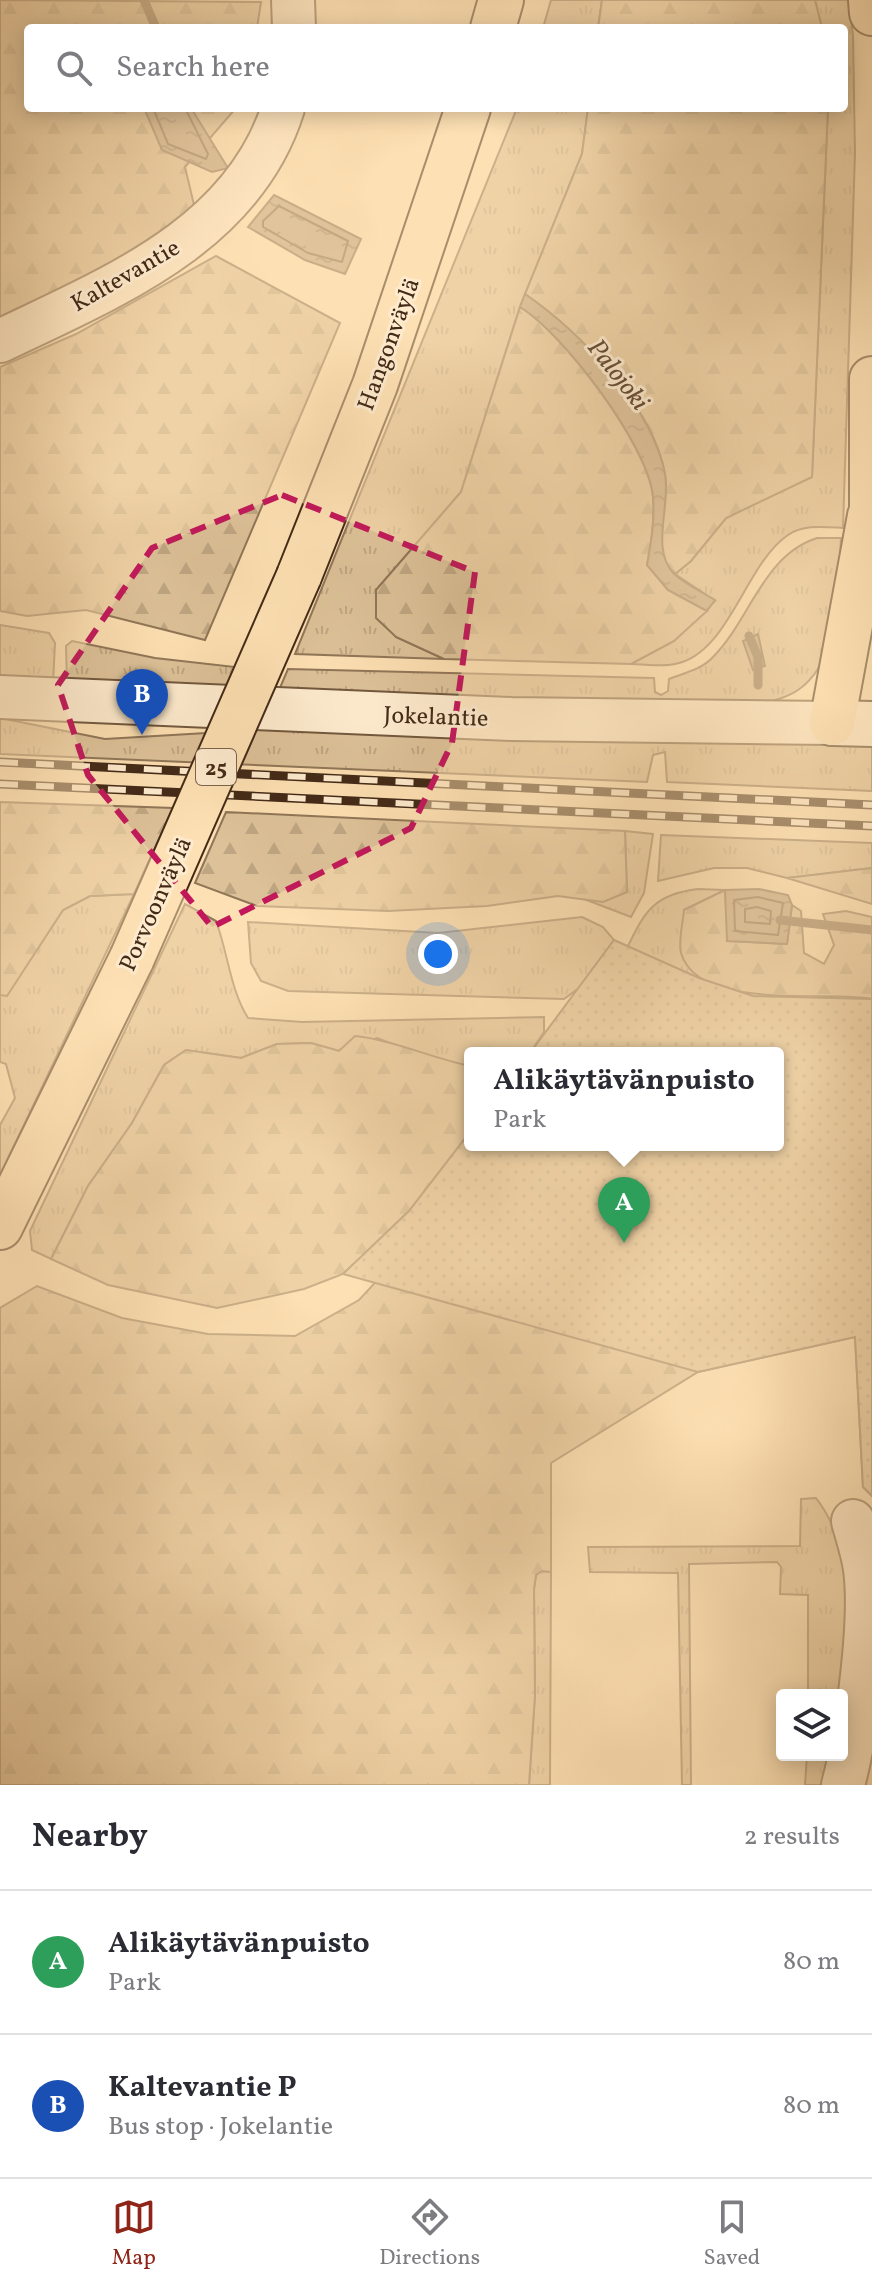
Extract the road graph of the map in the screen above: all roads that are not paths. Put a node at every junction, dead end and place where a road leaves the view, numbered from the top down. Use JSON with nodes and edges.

* * *

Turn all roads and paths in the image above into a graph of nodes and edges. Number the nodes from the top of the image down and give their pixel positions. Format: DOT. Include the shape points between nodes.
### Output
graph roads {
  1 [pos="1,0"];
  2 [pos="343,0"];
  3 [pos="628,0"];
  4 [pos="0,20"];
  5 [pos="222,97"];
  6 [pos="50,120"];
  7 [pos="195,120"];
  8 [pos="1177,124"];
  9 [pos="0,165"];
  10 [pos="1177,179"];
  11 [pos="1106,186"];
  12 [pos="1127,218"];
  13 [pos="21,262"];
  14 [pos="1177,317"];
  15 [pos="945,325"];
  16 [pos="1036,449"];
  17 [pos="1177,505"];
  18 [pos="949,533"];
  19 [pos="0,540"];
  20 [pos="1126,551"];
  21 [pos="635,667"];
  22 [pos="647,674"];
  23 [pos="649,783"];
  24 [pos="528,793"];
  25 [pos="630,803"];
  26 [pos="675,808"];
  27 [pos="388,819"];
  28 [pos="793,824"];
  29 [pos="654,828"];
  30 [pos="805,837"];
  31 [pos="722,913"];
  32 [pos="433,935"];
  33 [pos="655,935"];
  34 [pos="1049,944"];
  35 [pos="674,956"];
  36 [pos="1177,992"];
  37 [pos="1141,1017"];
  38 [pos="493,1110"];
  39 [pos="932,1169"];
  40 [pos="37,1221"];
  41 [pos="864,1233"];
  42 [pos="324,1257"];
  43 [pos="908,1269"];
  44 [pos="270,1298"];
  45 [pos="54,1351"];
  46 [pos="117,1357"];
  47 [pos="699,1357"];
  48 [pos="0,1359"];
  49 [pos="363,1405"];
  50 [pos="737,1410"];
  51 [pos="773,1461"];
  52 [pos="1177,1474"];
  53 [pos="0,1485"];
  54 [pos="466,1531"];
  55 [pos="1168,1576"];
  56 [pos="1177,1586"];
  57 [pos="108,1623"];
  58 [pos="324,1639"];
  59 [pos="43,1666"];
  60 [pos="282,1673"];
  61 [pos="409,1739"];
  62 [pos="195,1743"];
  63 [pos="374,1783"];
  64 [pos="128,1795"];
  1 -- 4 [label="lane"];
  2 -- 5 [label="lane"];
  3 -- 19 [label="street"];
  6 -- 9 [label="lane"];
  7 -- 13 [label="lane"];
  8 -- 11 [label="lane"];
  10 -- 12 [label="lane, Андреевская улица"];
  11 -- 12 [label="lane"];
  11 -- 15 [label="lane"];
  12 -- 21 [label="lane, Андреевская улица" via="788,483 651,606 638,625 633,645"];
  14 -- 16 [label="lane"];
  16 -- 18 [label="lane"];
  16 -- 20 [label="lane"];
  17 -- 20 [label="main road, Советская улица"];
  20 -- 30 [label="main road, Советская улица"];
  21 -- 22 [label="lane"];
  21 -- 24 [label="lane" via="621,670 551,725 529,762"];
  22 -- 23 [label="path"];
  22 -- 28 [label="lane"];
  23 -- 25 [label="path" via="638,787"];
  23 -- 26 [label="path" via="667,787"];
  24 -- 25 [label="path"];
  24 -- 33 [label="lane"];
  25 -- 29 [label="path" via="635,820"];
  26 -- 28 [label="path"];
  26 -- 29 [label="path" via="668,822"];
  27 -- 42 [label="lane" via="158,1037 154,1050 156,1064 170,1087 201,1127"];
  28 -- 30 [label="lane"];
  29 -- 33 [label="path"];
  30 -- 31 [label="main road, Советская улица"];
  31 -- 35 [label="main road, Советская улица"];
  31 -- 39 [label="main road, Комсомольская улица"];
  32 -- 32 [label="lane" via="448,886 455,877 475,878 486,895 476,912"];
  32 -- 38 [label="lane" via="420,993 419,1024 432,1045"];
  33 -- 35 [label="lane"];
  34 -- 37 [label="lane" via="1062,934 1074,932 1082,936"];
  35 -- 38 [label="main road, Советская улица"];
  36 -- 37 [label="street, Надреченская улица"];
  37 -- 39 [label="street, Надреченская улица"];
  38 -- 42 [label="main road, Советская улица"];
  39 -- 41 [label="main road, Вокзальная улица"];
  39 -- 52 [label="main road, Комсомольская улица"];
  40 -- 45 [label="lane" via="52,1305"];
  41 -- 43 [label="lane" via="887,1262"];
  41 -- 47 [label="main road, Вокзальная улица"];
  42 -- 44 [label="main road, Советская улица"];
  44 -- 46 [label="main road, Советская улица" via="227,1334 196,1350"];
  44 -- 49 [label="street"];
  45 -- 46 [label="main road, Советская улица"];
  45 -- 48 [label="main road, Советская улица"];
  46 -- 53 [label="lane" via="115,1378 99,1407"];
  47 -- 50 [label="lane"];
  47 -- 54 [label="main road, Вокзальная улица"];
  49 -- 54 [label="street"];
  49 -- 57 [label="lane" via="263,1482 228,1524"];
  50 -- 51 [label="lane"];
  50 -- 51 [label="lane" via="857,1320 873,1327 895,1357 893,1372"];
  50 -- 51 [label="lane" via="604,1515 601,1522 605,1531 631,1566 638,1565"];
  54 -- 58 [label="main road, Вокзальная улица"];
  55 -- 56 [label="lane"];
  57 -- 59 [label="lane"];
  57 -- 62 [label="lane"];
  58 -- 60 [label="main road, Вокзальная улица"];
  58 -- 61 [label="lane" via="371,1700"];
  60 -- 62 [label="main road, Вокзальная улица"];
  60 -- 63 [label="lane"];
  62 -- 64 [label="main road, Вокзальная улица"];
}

[INSTRUCTIONS FOR THE TASK]
Could you count how many lines in the records contain the word "nodes"? Only the number is needed.

[ANSWER AREA]
2